Mr. Allan, a retired interior designer, purchased the 2,064-square-foot lot and mausoleum in historic Woodlawn Cemetery in the Bronx—the final resting place for J.C. Penney, Herman Melville and Miles Davis. Mr. Allan, 82 years old, paid $1.1 million in 2008 for the plot, which was once owned by real-estate heiress Leona Helmsley. (She sold it after complaining that a newly built public mausoleum blocked open views.) Over the past five years, Mr. Allan has poured about $150,000 into improvements, including a bronze statue of a Grecian fighter with his hand pointed up to the sky.
But not all the furnishings are in place. “I’m superstitious,” said Victor Szewczyk, Mr. Allan’s real-estate manager. “The statue will go there when he goes there.”
For many people, a cemetery plot or mausoleum crypt is the last piece of real estate they’ll ever use. While there is no overall shortage of cemetery space in the U.S., coveted plots in exclusive or historic graveyards are commanding premium prices. The cemetery industry is projected to have $3.4 billion in revenue in 2013 and rise 2.1% in 2014, according to a July report by market-research firm IBISWorld. But revenue could soon shrink over time as more families consider cremation, which is about one-third the cost of burial.

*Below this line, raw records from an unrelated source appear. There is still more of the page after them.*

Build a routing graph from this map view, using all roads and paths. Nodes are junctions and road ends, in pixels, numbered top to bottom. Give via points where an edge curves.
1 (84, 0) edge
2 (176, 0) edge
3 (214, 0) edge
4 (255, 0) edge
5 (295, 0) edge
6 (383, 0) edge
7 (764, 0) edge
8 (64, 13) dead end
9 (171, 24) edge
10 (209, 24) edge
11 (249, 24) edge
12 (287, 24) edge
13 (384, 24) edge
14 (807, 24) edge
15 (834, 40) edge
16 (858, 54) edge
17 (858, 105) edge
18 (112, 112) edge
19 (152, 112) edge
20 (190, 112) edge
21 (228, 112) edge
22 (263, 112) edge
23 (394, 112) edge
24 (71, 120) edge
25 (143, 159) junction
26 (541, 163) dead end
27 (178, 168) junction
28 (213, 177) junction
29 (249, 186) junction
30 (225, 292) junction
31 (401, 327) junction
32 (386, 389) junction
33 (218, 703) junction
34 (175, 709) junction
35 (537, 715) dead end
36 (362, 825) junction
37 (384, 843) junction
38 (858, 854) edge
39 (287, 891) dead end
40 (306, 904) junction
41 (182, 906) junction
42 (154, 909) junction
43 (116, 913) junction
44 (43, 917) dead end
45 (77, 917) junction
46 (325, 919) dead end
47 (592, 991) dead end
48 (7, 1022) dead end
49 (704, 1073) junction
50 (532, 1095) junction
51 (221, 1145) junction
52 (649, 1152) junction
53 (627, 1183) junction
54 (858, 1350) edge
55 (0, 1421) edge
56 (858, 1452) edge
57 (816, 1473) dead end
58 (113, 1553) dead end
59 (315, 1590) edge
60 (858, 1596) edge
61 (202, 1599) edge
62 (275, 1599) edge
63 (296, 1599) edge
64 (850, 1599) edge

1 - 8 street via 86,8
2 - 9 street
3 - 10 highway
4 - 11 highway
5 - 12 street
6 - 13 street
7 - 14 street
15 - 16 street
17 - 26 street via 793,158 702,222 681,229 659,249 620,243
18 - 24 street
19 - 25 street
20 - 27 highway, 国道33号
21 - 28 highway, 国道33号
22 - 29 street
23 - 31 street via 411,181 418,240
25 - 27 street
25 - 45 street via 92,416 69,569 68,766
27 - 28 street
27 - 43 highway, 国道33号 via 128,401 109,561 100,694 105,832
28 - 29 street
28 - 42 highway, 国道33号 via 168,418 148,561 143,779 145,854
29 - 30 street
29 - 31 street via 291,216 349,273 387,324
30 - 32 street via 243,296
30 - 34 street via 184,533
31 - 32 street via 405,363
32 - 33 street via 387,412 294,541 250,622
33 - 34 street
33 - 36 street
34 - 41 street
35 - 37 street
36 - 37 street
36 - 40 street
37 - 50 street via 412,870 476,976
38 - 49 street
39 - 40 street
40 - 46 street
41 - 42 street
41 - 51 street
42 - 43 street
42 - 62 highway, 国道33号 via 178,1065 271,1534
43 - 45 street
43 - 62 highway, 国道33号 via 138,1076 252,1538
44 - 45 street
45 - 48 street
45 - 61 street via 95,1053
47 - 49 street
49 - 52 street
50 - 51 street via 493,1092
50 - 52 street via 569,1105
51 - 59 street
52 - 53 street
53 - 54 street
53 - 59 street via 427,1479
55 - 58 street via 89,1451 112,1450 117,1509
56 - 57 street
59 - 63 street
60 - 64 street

To stoke demand, the cemetery industry is offering an array of high-end offerings that mirror the housing market, including “starchitect”-designed mausoleums, condominium-like crypts and custom-built family estates. And as cremation grows in popularity—about 43% of people opt for cremation instead of a casketed burial—many private mausoleums today are built with niches to hold the remains.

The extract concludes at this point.